**MATERIAL SHOWN**
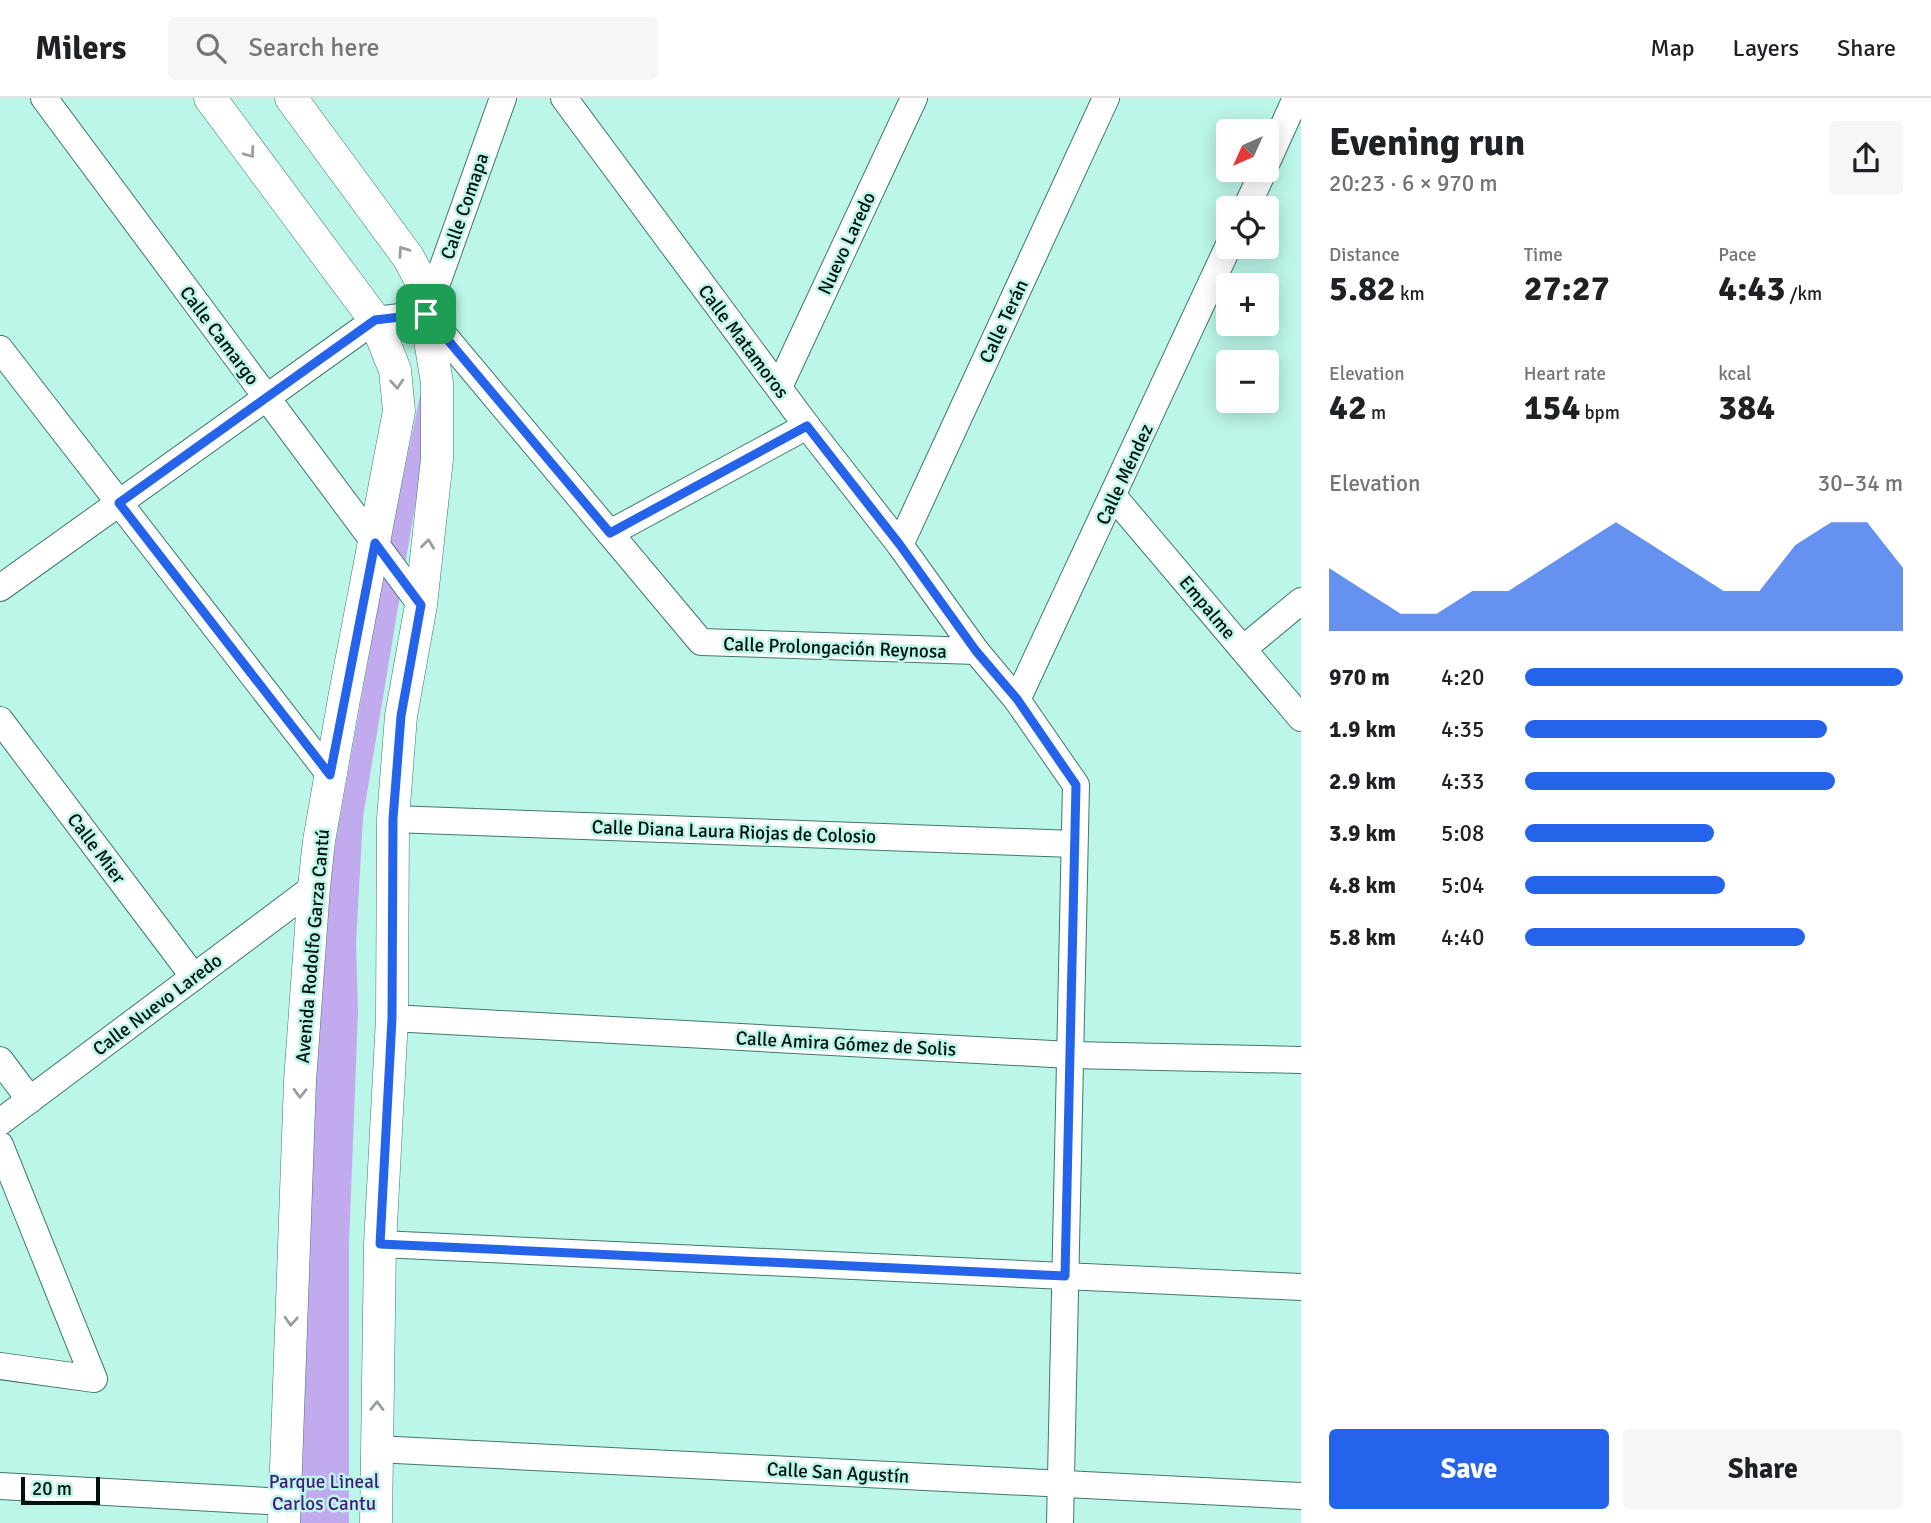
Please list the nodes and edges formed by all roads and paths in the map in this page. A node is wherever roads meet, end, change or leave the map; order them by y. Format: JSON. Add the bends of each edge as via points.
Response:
{"nodes":[{"id":1,"x":44,"y":98,"type":"edge"},
{"id":2,"x":210,"y":98,"type":"edge"},
{"id":3,"x":291,"y":98,"type":"edge"},
{"id":4,"x":503,"y":98,"type":"edge"},
{"id":5,"x":564,"y":98,"type":"edge"},
{"id":6,"x":914,"y":98,"type":"edge"},
{"id":7,"x":1106,"y":98,"type":"edge"},
{"id":8,"x":1297,"y":98,"type":"edge"},
{"id":9,"x":1279,"y":136,"type":"edge"},
{"id":10,"x":1223,"y":259,"type":"edge"},
{"id":11,"x":426,"y":314,"type":"junction"},
{"id":12,"x":375,"y":320,"type":"junction"},
{"id":13,"x":0,"y":349,"type":"edge"},
{"id":14,"x":779,"y":387,"type":"junction"},
{"id":15,"x":266,"y":397,"type":"junction"},
{"id":16,"x":807,"y":426,"type":"junction"},
{"id":17,"x":1114,"y":497,"type":"junction"},
{"id":18,"x":119,"y":503,"type":"junction"},
{"id":19,"x":610,"y":533,"type":"junction"},
{"id":20,"x":375,"y":543,"type":"junction"},
{"id":21,"x":900,"y":545,"type":"junction"},
{"id":22,"x":0,"y":588,"type":"edge"},
{"id":23,"x":1301,"y":601,"type":"edge"},
{"id":24,"x":421,"y":605,"type":"junction"},
{"id":25,"x":1242,"y":649,"type":"junction"},
{"id":26,"x":976,"y":651,"type":"junction"},
{"id":27,"x":1017,"y":699,"type":"junction"},
{"id":28,"x":1301,"y":718,"type":"edge"},
{"id":29,"x":0,"y":720,"type":"edge"},
{"id":30,"x":330,"y":775,"type":"junction"},
{"id":31,"x":393,"y":819,"type":"junction"},
{"id":32,"x":1074,"y":844,"type":"junction"},
{"id":33,"x":314,"y":887,"type":"junction"},
{"id":34,"x":194,"y":977,"type":"junction"},
{"id":35,"x":392,"y":1018,"type":"junction"},
{"id":36,"x":1070,"y":1055,"type":"junction"},
{"id":37,"x":0,"y":1060,"type":"edge"},
{"id":38,"x":1301,"y":1060,"type":"edge"},
{"id":39,"x":30,"y":1100,"type":"junction"},
{"id":40,"x":0,"y":1122,"type":"edge"},
{"id":41,"x":0,"y":1144,"type":"edge"},
{"id":42,"x":380,"y":1244,"type":"junction"},
{"id":43,"x":1065,"y":1276,"type":"junction"},
{"id":44,"x":1301,"y":1287,"type":"edge"},
{"id":45,"x":0,"y":1366,"type":"edge"},
{"id":46,"x":376,"y":1449,"type":"junction"},
{"id":47,"x":1060,"y":1483,"type":"junction"},
{"id":48,"x":0,"y":1486,"type":"edge"},
{"id":49,"x":1301,"y":1496,"type":"edge"},
{"id":50,"x":285,"y":1512,"type":"edge"},
{"id":51,"x":376,"y":1523,"type":"edge"},
{"id":52,"x":1060,"y":1523,"type":"edge"}],
"edges":[{"from":1,"to":15,"type":"street","name":"Calle Camargo"},
{"from":2,"to":12,"type":"main road","name":"Avenida Rodolfo Garza Cantú","one_way":true},
{"from":11,"to":3,"type":"main road","one_way":true,"via":[[420,279],[408,257]]},
{"from":4,"to":11,"type":"street","name":"Calle Comapa"},
{"from":5,"to":14,"type":"street","name":"Calle Matamoros"},
{"from":6,"to":14,"type":"street","name":"Nuevo Laredo"},
{"from":7,"to":21,"type":"street","name":"Calle Terán"},
{"from":8,"to":9,"type":"street"},
{"from":10,"to":17,"type":"street","name":"Calle Méndez"},
{"from":11,"to":12,"type":"street"},
{"from":11,"to":19,"type":"street","name":"Calle Prolongación Reynosa"},
{"from":24,"to":11,"type":"main road","one_way":true,"via":[[438,459],[437,383]]},
{"from":12,"to":15,"type":"street"},
{"from":12,"to":20,"type":"main road","name":"Avenida Rodolfo Garza Cantú","one_way":true,"via":[[396,370],[399,411]]},
{"from":13,"to":18,"type":"street"},
{"from":14,"to":16,"type":"street","name":"Calle Matamoros"},
{"from":15,"to":18,"type":"street"},
{"from":15,"to":20,"type":"street","name":"Calle Camargo"},
{"from":16,"to":19,"type":"street"},
{"from":16,"to":21,"type":"street","name":"Calle Matamoros"},
{"from":17,"to":25,"type":"street","name":"Empalme"},
{"from":17,"to":27,"type":"street","name":"Calle Méndez"},
{"from":18,"to":22,"type":"street"},
{"from":18,"to":30,"type":"street"},
{"from":19,"to":26,"type":"street","name":"Calle Prolongación Reynosa","via":[[701,642]]},
{"from":20,"to":24,"type":"street","name":"Calle Camargo"},
{"from":20,"to":30,"type":"main road","name":"Avenida Rodolfo Garza Cantú"},
{"from":21,"to":26,"type":"street","name":"Calle Matamoros"},
{"from":23,"to":25,"type":"street"},
{"from":24,"to":31,"type":"main road","via":[[401,716]]},
{"from":25,"to":28,"type":"street","name":"Empalme"},
{"from":26,"to":27,"type":"street","name":"Calle Matamoros"},
{"from":27,"to":32,"type":"street","name":"Calle Matamoros","via":[[1076,785]]},
{"from":29,"to":34,"type":"street","name":"Calle Mier"},
{"from":30,"to":33,"type":"main road","name":"Avenida Rodolfo Garza Cantú"},
{"from":31,"to":32,"type":"street","name":"Calle Diana Laura Riojas de Colosio"},
{"from":31,"to":35,"type":"main road"},
{"from":32,"to":36,"type":"street"},
{"from":33,"to":34,"type":"street","name":"Calle Nuevo Laredo"},
{"from":33,"to":50,"type":"main road","name":"Avenida Rodolfo Garza Cantú","one_way":true,"via":[[300,1082]]},
{"from":34,"to":39,"type":"street","name":"Calle Nuevo Laredo"},
{"from":35,"to":36,"type":"street","name":"Calle Amira Gómez de Solis"},
{"from":35,"to":42,"type":"main road"},
{"from":36,"to":38,"type":"street","name":"Calle Amira Gómez de Solis"},
{"from":36,"to":43,"type":"street"},
{"from":37,"to":39,"type":"street"},
{"from":39,"to":40,"type":"street","name":"Calle Nuevo Laredo"},
{"from":41,"to":45,"type":"street","via":[[94,1379]]},
{"from":42,"to":43,"type":"street"},
{"from":46,"to":42,"type":"main road","one_way":true},
{"from":43,"to":44,"type":"street"},
{"from":43,"to":47,"type":"street"},
{"from":46,"to":47,"type":"street","name":"Calle San Agustín"},
{"from":46,"to":51,"type":"main road"},
{"from":47,"to":49,"type":"street","name":"Calle San Agustín"},
{"from":47,"to":52,"type":"street"},
{"from":48,"to":50,"type":"street"}]}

**WHAT TO DO**
Search the entries for the word "Nuevo" and copy every line that has it.

**EXERCISE ANSWER**
{"from":6,"to":14,"type":"street","name":"Nuevo Laredo"},
{"from":33,"to":34,"type":"street","name":"Calle Nuevo Laredo"},
{"from":34,"to":39,"type":"street","name":"Calle Nuevo Laredo"},
{"from":39,"to":40,"type":"street","name":"Calle Nuevo Laredo"},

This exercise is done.